Sie trug ihre schwarzen Haare kurz geschnitten und hatte eine Hakennase mit einer randlosen Brille darauf. Auf der Tafel hinter ihr standen Gleichungen.

„Stell dich halt kurz vor, dann machen wir weiter!“, befahl die unsympathische Frau kurz angebunden.

„Ja, ääh ...“ Ich wusste nicht so recht, was ich sagen sollte, als ich mich an die Klasse wandte: „Mein Name ist Nicole, mich nennen aber alle nur Nici. Ich komme aus München und ich ...“

„Reicht schon!“, unterbrach die Lehrerin barsch. „Den Rest kannst du ja in der Pause erzählen. So, wo setzen wir dich hin?“ Ihr Blick schweifte über die Reihen von Schülern und blieb schließlich an dem einzigen freien Platz hängen.

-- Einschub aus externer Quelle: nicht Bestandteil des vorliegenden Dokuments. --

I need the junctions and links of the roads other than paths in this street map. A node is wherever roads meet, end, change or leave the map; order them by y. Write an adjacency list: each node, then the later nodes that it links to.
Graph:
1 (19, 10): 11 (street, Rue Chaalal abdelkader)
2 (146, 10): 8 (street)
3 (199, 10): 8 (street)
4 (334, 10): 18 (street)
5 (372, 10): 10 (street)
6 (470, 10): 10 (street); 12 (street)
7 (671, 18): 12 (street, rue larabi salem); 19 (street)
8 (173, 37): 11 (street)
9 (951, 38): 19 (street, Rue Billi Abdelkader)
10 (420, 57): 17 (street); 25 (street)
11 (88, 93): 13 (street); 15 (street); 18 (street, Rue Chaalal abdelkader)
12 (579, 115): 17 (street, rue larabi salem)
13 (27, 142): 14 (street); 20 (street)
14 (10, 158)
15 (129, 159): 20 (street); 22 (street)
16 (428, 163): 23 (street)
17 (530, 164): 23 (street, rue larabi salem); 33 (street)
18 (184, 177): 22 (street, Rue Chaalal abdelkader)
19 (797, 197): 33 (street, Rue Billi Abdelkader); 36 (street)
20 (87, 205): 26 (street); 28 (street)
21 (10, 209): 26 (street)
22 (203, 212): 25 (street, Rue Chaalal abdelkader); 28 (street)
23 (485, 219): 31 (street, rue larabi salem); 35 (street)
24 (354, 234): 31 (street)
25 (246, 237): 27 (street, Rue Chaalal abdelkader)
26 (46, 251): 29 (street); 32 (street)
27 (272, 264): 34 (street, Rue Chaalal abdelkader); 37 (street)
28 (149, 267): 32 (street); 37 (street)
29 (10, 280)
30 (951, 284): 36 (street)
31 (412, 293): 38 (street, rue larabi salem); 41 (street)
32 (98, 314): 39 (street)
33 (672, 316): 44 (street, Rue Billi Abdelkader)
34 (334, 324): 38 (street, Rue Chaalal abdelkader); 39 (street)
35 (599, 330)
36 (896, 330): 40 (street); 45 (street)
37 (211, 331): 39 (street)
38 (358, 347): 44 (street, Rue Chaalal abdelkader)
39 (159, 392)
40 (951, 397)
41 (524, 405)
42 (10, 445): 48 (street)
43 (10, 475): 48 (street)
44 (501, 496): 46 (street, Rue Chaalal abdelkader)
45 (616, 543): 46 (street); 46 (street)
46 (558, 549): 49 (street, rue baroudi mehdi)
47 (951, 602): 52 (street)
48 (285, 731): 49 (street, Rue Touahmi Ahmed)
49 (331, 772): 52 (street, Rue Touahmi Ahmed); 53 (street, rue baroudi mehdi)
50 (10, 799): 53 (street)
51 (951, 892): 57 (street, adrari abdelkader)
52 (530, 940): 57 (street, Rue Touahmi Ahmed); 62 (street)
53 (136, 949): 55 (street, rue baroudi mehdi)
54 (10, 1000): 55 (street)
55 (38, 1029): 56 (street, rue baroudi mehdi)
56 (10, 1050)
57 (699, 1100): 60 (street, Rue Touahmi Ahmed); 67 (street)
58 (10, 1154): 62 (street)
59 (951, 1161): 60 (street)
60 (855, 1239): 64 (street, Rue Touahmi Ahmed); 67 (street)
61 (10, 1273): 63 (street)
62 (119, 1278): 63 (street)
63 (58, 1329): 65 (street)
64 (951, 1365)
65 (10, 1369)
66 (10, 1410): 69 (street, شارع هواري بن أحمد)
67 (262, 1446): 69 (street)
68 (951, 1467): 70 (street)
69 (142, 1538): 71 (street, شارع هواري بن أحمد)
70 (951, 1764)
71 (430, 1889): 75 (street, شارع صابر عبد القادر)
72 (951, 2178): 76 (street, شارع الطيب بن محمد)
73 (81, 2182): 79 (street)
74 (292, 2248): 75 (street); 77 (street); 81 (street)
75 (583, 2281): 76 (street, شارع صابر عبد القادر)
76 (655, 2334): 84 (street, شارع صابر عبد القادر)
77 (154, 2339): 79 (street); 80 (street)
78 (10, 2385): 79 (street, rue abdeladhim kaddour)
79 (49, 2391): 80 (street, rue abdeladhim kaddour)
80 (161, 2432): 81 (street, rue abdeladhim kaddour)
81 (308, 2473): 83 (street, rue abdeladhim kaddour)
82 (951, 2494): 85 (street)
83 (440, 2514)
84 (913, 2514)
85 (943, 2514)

„Setz dich neben Mathilda!“, befahl sie.

Mathilda war ein groß gewachsenes, braunhaariges Mädchen, das einladend lächelte. Zögernd ging ich auf sie zu und setzte mich. Sie beugte sich zu mir hinüber.

„Denk dir nichts, das ist Frau Hofer, die ist immer so drauf!“, raunte sie mir verschwörerisch zu.

„Also“, fuhr da Frau Hofer auch gleich mit ihrem Unterricht fort, „wenn wir auf beiden Seiten 8x abziehen, dann ...“

Ach, Gleichungen, wie langweilig! Die hatten wir letztes Jahr schon durchgenommen! Ich nutzte die Zeit, um mich ein wenig in meiner neuen Klasse umzusehen. Fast alle starrten mich an. Nur wenige notierten eifrig die Lösung der Gleichung in ihr Heft.

Direkt vor mir saßen ein paar Mädchen, die sich flüsternd unterhielten und immer mal wieder zu mir nach hinten sahen. Sie waren mit Tonnen von Make-up bedeckt und schienen sich wichtigere Dinge als den Unterricht vorstellen zu können.

Ein paar Plätze entfernt, in der letzten Reihe, fielen mir drei Jungen auf, die ein wenig größer und muskulöser wirkten als der Rest der Klasse. An dem Grinsen, das einer der drei mir zeigte, erkannte ich, dass sie so etwas wie die Chefs der Klasse sein mussten, die den anderen zeigten, wo es langging.

Nur einen Tisch neben ihnen saß ein groß gewachsener, schwarzhaariger Junge, der mich auch ansah. Er hatte schöne grüne Augen und die vielen Sommersprossen, die sein Gesicht sprenkelten, verliehen ihm ein freches Aussehen. Er lächelte. Ganz urplötzlich und ohne Vorwarnung stieß Mathilda mir auf einmal den Ellenbogen in die Seite.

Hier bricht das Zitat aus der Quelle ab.